After picking the possible backbone, now we have a possible one for each VOC. We will further design the protein sequence using LigandMPNN.
Like regular RFdiffusion, RFdiffusionAA only creates backbone structures, with the added residues represented in the output structure as glycine. Before using these results, sequences need to be generated. Just like RFdiffusionAA is a version of RFdiffusion trained to be ligand-aware, LigandMPNN is a ligand-aware version of ProteinMPNN. We’ll be using LigandMPNN to assign amino acid identities to the generated residues.
Giving Nonanal as an example:
conda activate ligandmpnn_env
python run.py \
--checkpoint_ligand_mpnn ./LigandMPNN/model_params/ligandmpnn_v_32_010_25.pt \
--checkpoint_path_sc ./LigandMPNN/model_params/ligandmpnn_sc_v_32_002_16.pt \
--pdb_path "./inputs/nonanal_rfaa.pdb" \
--out_folder "./outputs/nonanal" \
--model_type "ligand_mpnn" \
--number_of_batches 1 \
--batch_size 10 \
--pack_side_chains 1 \
--number_of_packs_per_design 1 \
--pack_with_ligand_context 1
For the generated sequences, we want it to combine the target VOC better than natural OBP does. Also, we want it to be less affinity to other VOC. So we test each sample with AutoDock and select the best generated OBP among them.
Also, we performed a Pyrosetta Scoring Function with relaxation on both natural OBP and denovo OBPs. We were glad to find that the denovo OBPs performed better both in affinity by AutoDock and stability by Pyrosetta Scoring Function.
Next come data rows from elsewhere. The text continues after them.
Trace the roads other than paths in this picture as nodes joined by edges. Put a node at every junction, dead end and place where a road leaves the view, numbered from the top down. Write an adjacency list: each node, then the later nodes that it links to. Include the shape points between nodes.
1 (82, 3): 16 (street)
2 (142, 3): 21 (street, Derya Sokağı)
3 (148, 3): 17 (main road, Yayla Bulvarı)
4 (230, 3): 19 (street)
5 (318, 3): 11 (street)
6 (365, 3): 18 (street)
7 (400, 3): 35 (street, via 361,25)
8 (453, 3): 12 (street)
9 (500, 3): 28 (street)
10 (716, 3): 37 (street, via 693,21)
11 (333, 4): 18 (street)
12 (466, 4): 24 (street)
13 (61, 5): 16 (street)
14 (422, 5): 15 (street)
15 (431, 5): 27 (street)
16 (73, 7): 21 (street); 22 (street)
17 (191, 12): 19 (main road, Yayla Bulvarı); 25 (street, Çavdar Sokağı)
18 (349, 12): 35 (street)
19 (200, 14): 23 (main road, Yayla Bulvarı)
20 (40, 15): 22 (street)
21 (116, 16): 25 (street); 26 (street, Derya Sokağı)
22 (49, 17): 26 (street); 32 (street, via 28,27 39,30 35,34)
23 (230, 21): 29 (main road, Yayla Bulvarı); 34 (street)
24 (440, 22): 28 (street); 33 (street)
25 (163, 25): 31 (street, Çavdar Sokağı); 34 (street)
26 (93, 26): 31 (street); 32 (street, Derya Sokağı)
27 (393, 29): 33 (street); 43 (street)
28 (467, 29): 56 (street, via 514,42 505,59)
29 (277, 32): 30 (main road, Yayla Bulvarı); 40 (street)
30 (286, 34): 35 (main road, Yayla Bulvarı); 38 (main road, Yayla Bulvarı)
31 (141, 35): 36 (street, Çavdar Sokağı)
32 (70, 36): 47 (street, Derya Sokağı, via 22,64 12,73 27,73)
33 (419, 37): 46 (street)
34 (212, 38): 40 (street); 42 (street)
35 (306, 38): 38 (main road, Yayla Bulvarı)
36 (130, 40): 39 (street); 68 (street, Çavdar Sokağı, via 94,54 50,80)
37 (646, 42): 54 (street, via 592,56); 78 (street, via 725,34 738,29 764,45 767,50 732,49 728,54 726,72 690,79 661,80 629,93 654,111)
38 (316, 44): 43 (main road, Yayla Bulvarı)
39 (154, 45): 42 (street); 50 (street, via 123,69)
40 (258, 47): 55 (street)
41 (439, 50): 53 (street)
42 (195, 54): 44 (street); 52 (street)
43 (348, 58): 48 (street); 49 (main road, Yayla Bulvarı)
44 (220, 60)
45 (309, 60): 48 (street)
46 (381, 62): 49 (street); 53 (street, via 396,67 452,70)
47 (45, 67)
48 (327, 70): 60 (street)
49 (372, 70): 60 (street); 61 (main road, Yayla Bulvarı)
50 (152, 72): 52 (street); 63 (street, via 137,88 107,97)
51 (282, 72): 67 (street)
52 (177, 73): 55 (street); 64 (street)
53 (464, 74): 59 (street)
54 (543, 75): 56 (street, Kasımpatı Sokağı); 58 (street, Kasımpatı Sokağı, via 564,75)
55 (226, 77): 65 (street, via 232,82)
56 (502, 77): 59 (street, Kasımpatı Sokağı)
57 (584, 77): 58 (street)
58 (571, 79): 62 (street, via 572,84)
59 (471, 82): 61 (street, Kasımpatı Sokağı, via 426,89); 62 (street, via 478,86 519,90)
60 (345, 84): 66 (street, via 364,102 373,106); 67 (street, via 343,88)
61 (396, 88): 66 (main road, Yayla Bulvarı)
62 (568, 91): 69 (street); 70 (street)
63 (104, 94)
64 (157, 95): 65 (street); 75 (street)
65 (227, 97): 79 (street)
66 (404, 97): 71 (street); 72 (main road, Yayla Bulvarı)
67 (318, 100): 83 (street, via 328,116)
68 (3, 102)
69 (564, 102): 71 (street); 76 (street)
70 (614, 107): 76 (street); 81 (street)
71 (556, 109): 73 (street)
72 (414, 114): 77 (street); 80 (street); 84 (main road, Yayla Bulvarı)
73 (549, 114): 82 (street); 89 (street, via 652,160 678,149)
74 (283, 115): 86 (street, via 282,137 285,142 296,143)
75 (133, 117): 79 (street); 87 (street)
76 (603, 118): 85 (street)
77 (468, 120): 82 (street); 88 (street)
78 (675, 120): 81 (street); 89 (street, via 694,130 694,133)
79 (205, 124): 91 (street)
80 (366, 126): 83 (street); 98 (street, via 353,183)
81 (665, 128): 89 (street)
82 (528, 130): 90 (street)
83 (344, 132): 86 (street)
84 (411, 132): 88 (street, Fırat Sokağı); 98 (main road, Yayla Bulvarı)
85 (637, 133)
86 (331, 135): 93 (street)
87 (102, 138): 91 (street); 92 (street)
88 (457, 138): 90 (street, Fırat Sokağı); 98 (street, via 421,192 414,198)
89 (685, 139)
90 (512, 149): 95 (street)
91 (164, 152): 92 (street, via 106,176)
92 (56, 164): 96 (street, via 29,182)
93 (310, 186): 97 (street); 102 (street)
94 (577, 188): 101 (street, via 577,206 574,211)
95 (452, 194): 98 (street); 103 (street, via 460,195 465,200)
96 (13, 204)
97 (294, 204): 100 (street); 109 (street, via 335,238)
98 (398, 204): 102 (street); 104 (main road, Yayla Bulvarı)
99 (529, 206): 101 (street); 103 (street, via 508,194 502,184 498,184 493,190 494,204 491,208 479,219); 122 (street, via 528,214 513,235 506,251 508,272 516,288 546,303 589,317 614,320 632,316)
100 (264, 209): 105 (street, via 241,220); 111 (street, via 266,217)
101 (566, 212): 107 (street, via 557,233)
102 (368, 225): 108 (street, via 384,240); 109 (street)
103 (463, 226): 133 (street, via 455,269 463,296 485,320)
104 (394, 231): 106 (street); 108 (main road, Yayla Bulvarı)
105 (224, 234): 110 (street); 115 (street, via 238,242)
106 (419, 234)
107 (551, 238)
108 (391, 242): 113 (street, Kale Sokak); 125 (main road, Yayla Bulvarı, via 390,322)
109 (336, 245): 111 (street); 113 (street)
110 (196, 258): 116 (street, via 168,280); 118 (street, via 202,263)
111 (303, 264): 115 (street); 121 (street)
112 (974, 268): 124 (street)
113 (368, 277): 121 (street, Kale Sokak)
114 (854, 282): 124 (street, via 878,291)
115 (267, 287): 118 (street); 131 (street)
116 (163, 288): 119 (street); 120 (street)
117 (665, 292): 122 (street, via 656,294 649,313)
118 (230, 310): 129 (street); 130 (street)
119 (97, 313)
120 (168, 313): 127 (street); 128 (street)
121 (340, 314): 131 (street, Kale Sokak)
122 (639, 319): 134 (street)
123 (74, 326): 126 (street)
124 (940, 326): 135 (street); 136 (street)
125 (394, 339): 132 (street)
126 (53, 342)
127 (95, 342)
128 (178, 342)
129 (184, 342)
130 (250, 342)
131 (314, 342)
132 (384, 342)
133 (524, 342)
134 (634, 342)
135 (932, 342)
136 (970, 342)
One approach which has been shown to work quite well to improve the success rate of designs is the concept of “forward folding”. That is, after using a particular structure to design a sequence, can you recapitulate the structure from that sequence? The concept is that under experimental conditions, the only information you’re providing is the input protein sequence. You’re therefore looking for designs which can robustly produce the desired structure from that sequence.
Here we use ESM Fold to refold the generated sequence.